I reached under my jacket, took out my gun, and handed it to him. “They won’t match,” I said.
“And finally,” Cawelti said, laying the gun on the desk in front of him, “Arthur Forbes, alias Fingers Intaglia, takes a knife to the heart. Knife has no fingerprints. Anything either one of you have to say?”
“We want to call a lawyer,” I said.
“Leib?” asked Cawelti.
“Leib,” I confirmed.
“That. .” Cawelti began.
“Careful, John,” I said. “I plan to tell him everything you’ve said.”
Cawelti got up, drained the last of his coffee, and dropped the empty cup in the wastebasket next to his desk.
“You wait here,” he said, pointing to the floor, and off he went.
“You think. .” Astaire began when the door had closed, but I cut him short with a finger to my lips.
I grabbed the pad on Cawelti’s desk, turned it around, and with the pencil I took out of my pocket wrote, “Ten to one he’s listening to us.”
Astaire nodded and I crumpled the note and threw it in the wastebasket.
“Good coffee,” I said.
“Very good.”
“Probably A amp; P Eight O’Clock.”
“Good coffee,” Astaire said again. “Captain Cawelti seems like a decent guy.”
“Decent? He’s the best. I’ve heard he volunteers down at the Mission Street Soup Kitchen on his days off.”
“Really?” asked Astaire. “He really think we killed Forbes?”
“Strangled Luna, shot Talbott, and stabbed Forbes,” I answered. “Multitalented.”
“Versatile,” said Astaire. “Ever try to plant avocados?”
“Can’t say I have. But I’ve got an aspidistra flying in a window box.”
The door burst open. Cawelti stood there.
“I’ve been decent to you,” he said.
“John, we’ve just been saying nice things about you,” I said.

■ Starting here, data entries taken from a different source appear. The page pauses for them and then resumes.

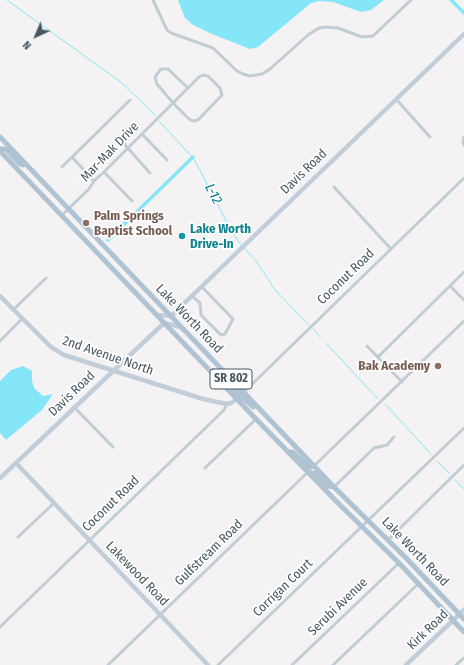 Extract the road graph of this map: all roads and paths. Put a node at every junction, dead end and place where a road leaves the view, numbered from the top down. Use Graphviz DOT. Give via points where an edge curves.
graph roads {
  1 [pos="153,0"];
  2 [pos="410,0"];
  3 [pos="464,34"];
  4 [pos="188,88"];
  5 [pos="396,99"];
  6 [pos="130,100"];
  7 [pos="173,103"];
  8 [pos="133,124"];
  9 [pos="142,134"];
  10 [pos="0,137"];
  11 [pos="430,137"];
  12 [pos="464,137"];
  13 [pos="463,144"];
  14 [pos="127,148"];
  15 [pos="0,150"];
  16 [pos="72,157"];
  17 [pos="167,160"];
  18 [pos="25,163"];
  19 [pos="62,167"];
  20 [pos="104,172"];
  21 [pos="150,173"];
  22 [pos="464,178"];
  23 [pos="94,181"];
  24 [pos="334,187"];
  25 [pos="132,201"];
  26 [pos="68,209"];
  27 [pos="62,215"];
  28 [pos="391,249"];
  29 [pos="464,272"];
  30 [pos="46,278"];
  31 [pos="450,286"];
  32 [pos="202,287"];
  33 [pos="0,296"];
  34 [pos="192,296"];
  35 [pos="464,300"];
  36 [pos="13,310"];
  37 [pos="156,315"];
  38 [pos="171,316"];
  39 [pos="22,319"];
  40 [pos="464,322"];
  41 [pos="164,323"];
  42 [pos="181,327"];
  43 [pos="0,341"];
  44 [pos="367,346"];
  45 [pos="378,357"];
  46 [pos="113,371"];
  47 [pos="217,378"];
  48 [pos="402,382"];
  49 [pos="244,392"];
  50 [pos="237,399"];
  51 [pos="227,404"];
  52 [pos="74,407"];
  53 [pos="261,411"];
  54 [pos="256,419"];
  55 [pos="464,428"];
  56 [pos="394,437"];
  57 [pos="113,446"];
  58 [pos="288,452"];
  59 [pos="16,463"];
  60 [pos="464,465"];
  61 [pos="314,466"];
  62 [pos="205,468"];
  63 [pos="308,472"];
  64 [pos="0,478"];
  65 [pos="334,487"];
  66 [pos="54,503"];
  67 [pos="369,521"];
  68 [pos="362,526"];
  69 [pos="18,537"];
  70 [pos="90,540"];
  71 [pos="388,540"];
  72 [pos="398,563"];
  73 [pos="418,584"];
  74 [pos="464,610"];
  75 [pos="160,614"];
  76 [pos="459,614"];
  77 [pos="464,619"];
  78 [pos="453,621"];
  79 [pos="0,626"];
  80 [pos="464,632"];
  81 [pos="464,658"];
  82 [pos="108,665"];
  83 [pos="208,665"];
  84 [pos="218,665"];
  85 [pos="292,665"];
  86 [pos="333,665"];
  87 [pos="406,665"];
  88 [pos="456,665"];
  1 -- 2 [label="street" via="167,30 213,48 237,71 250,76 262,74 270,69 319,28 338,28 362,37 373,36"];
  3 -- 5 [label="street, Davis Road"];
  4 -- 7 [label="street, Mar-Mak Drive"];
  4 -- 7 [label="street" via="168,68 160,70 155,82"];
  4 -- 7 [label="street, Mar-Mak Drive" via="201,76 208,76 222,90 221,98 198,120 193,121"];
  5 -- 11 [label="street"];
  5 -- 32 [label="street, Davis Road"];
  6 -- 16 [label="street"];
  7 -- 9 [label="street, Mar-Mak Drive"];
  8 -- 14 [label="street" via="126,130"];
  9 -- 14 [label="street, Mar-Mak Drive"];
  9 -- 17 [label="street"];
  10 -- 18 [label="main road, Lake Worth Road / SR 802"];
  12 -- 13 [label="street"];
  14 -- 20 [label="street, Mar-Mak Drive"];
  14 -- 21 [label="street"];
  15 -- 18 [label="main road" via="7,150 20,164"];
  15 -- 27 [label="main road, Lake Worth Road / SR 802"];
  16 -- 19 [label="street"];
  16 -- 23 [label="street"];
  18 -- 26 [label="main road, Lake Worth Road / SR 802"];
  20 -- 23 [label="street, Mar-Mak Drive"];
  20 -- 25 [label="street"];
  22 -- 28 [label="street, Coconut Road"];
  23 -- 26 [label="street, Mar-Mak Drive"];
  24 -- 28 [label="street"];
  26 -- 27 [label="street, Mar-Mak Drive"];
  26 -- 38 [label="main road, Lake Worth Road / SR 802"];
  27 -- 37 [label="main road, Lake Worth Road / SR 802"];
  28 -- 49 [label="street, Coconut Road"];
  29 -- 31 [label="street"];
  30 -- 36 [label="street"];
  31 -- 35 [label="street"];
  31 -- 45 [label="street"];
  32 -- 34 [label="street, Davis Road"];
  32 -- 34 [label="street" via="233,319 226,334 221,335 201,315 200,303"];
  33 -- 36 [label="street, 2nd Avenue North"];
  34 -- 38 [label="street, Davis Road"];
  36 -- 39 [label="street, 2nd Avenue North"];
  37 -- 38 [label="street"];
  37 -- 41 [label="main road, Lake Worth Road / SR 802"];
  38 -- 42 [label="main road, Lake Worth Road / SR 802"];
  39 -- 43 [label="street"];
  39 -- 46 [label="street, 2nd Avenue North" via="57,351"];
  40 -- 48 [label="street"];
  41 -- 42 [label="street"];
  41 -- 46 [label="street, Davis Road"];
  41 -- 47 [label="main road, Lake Worth Road / SR 802"];
  42 -- 49 [label="main road, Lake Worth Road / SR 802"];
  44 -- 45 [label="street"];
  45 -- 48 [label="street"];
  46 -- 51 [label="street, 2nd Avenue North"];
  46 -- 52 [label="street, Davis Road"];
  47 -- 49 [label="main road" via="227,383 237,394"];
  47 -- 50 [label="main road, Lake Worth Road / SR 802"];
  48 -- 61 [label="street"];
  49 -- 53 [label="main road, Lake Worth Road / SR 802"];
  50 -- 51 [label="street, Coconut Road"];
  50 -- 53 [label="main road" via="243,398"];
  50 -- 54 [label="main road, Lake Worth Road / SR 802"];
  51 -- 70 [label="street, Coconut Road" via="224,410"];
  52 -- 57 [label="street"];
  52 -- 59 [label="street, Davis Road"];
  53 -- 61 [label="main road, Lake Worth Road / SR 802"];
  54 -- 58 [label="main road, Lake Worth Road / SR 802"];
  54 -- 62 [label="street"];
  55 -- 67 [label="street, Corrigan Court"];
  56 -- 65 [label="street" via="387,444 374,448"];
  58 -- 61 [label="main road" via="293,452 306,465"];
  58 -- 63 [label="main road, Lake Worth Road / SR 802"];
  59 -- 64 [label="street, Davis Road"];
  59 -- 66 [label="street, Lakewood Road"];
  60 -- 71 [label="street"];
  61 -- 65 [label="main road, Lake Worth Road / SR 802"];
  63 -- 65 [label="main road" via="316,474 328,486"];
  63 -- 68 [label="main road, Lake Worth Road / SR 802"];
  63 -- 75 [label="street, Gulfstream Road"];
  65 -- 67 [label="main road, Lake Worth Road / SR 802"];
  66 -- 69 [label="street"];
  66 -- 70 [label="street, Lakewood Road"];
  67 -- 68 [label="street, Corrigan Court"];
  67 -- 71 [label="main road, Lake Worth Road / SR 802"];
  68 -- 72 [label="main road, Lake Worth Road / SR 802"];
  68 -- 84 [label="street, Corrigan Court"];
  70 -- 75 [label="street, Lakewood Road"];
  70 -- 79 [label="street, Coconut Road"];
  71 -- 76 [label="main road, Lake Worth Road / SR 802"];
  72 -- 73 [label="main road, Lake Worth Road / SR 802"];
  72 -- 85 [label="street, Serubi Avenue"];
  73 -- 78 [label="main road, Lake Worth Road / SR 802"];
  73 -- 86 [label="street"];
  74 -- 76 [label="street, Kirk Road"];
  75 -- 82 [label="street, Gulfstream Road"];
  75 -- 83 [label="street, Lakewood Road"];
  76 -- 77 [label="main road, Lake Worth Road / SR 802"];
  76 -- 78 [label="street, Kirk Road"];
  78 -- 80 [label="main road, Lake Worth Road / SR 802"];
  78 -- 87 [label="street, Kirk Road"];
  81 -- 88 [label="street"];
}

“Make your call to Leib,” Cawelti said. “I’m holding you both on suspicion of murder.”
And he was gone again.
“I’ve got a very good lawyer,” Astaire said as I reached for the phone.
“We don’t want a good lawyer,” I said. “We want Marty Leib.”
Marty wasn’t in his office. His secretary, Charlene, gave me a number where he could be reached when I told her it was an emergency. I looked at the door, expecting Cawelti to return. He didn’t. I found Martin Raymond Leib at the offices of the Clarkborough Advertising Agency.
“How important?” Marty asked.
I told him. And I told him fast. Marty has been known to charge by the minute.
“Not bad,” he said. “Cash up front.”
“Cash up front,” I repeated.
Astaire nodded.
“You say nothing more to the police without me present,” Marty said. “Nothing. Not a word. Don’t even cough and above all don’t fart.”
“Not a fart. Not a word. Not a sneeze.”
“You’ve got the idea,” Marty said and hung up.
One hour and twenty minutes later Astaire and I were in Martin Leib’s Cadillac, heading back to the Monticello for Astaire’s car and my Crosley.
Marty had taken a check from Astaire and pocketed it. He was breathing fast and heavy. “Desk clerk at the Monticello confirms that Forbes called you, Toby,” Marty said, adjusting his tie in a useless attempt to get comfortable. “Even by chance heard a few words of the conversation.”
“Lucky for us,” I said.
“Well,” said Marty, “I doubt if they’ve got nearly enough to get a bill on any of the murders on either of you. I’ll call the commissioner and get him to keep sitting on this.”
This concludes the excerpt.